= Hochkirchlicher Apostolat St. Ansgar =

Society of the German Lutheran High Church

Hochkirchlicher Apostolat St. Ansgar (HAStA) (High Church Apostolate St. Ansgar) is one of the smaller German Lutheran High Church societies.

The background of the Apostolate St Ansgar was in late 1960s. At that time the understanding of the ordained ministry and Eucharist in general were in decline in the Evangelical Church in Germany, and ordinations without laying on of hands and strange communion services were held. In this situation a trade school pastor Karl August Hahne from Gelsenkirchen decided to found a religious brotherhood, which could retain among other things also the right understanding of the office and the Eucharist within it. Hahne was re-ordained in August 1971 by Bishop Helmut Echternach from St.

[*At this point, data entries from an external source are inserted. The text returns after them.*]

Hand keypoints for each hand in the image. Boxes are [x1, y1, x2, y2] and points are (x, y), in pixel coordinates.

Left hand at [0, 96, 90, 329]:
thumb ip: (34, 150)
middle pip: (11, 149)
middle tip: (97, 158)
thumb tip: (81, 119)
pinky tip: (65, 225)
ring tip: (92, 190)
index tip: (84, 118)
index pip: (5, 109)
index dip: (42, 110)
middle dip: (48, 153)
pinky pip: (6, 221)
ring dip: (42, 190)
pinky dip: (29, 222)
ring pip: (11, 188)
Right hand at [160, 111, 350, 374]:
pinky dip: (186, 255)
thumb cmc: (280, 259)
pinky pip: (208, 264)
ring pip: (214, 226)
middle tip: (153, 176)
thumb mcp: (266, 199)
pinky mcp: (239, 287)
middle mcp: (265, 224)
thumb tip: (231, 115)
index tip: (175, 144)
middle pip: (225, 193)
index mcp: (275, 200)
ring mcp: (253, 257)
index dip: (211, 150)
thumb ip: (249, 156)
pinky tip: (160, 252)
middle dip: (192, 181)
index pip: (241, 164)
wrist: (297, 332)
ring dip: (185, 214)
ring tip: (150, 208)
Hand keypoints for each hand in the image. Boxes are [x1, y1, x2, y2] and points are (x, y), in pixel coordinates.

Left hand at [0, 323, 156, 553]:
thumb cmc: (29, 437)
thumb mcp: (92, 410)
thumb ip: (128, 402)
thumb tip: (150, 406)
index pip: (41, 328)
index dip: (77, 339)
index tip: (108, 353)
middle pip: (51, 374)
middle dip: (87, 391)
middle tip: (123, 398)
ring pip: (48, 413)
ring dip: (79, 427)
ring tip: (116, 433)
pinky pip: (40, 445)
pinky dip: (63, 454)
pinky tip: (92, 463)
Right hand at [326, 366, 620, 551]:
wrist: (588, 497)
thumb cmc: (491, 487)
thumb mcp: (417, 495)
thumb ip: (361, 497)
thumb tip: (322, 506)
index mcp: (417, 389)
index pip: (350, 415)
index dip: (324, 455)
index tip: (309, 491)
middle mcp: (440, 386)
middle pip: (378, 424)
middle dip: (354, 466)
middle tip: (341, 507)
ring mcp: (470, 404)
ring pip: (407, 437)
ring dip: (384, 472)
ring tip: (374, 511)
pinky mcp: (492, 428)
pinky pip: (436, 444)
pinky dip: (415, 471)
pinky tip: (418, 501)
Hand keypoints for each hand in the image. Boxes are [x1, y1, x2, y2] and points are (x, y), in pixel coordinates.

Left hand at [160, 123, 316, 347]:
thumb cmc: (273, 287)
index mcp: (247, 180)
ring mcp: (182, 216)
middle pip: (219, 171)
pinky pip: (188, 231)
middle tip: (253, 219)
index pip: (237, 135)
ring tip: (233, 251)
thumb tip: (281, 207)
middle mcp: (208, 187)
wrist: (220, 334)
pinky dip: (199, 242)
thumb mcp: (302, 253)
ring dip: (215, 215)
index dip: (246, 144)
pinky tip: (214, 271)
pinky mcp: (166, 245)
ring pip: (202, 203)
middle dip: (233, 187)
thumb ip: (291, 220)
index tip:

Athanasius-Bruderschaft and consecrated as auxiliary bishop for HAStA in apostolic succession on 11 December 1971 by Hans Heuer, bishop of Ordo Militiae Crucis Templi Jerusalem, with recommendation of Bishop Echternach.

In order to form the intended high church brotherhood, somewhat more loosely organized Apostolate St Ansgar was formed in the beginning on the way to a religious brotherhood. However, when Hahne died, the brotherhood had not established itself well enough to survive the founder's death and thus the group in Gelsenkirchen dispersed. Hahne's coadjutor, professor Helmut Tramnitz actively continued to lead the apostolate and its work in Detmold.

The apostolate has remained a small fellowship and loosely organised as a society. Theologically it is Lutheran and faithful to Bible. It has published several books by Karsten Bürgener. In celebration of Mass, HAStA uses its own missal, "Die St.Ansgar-Messe".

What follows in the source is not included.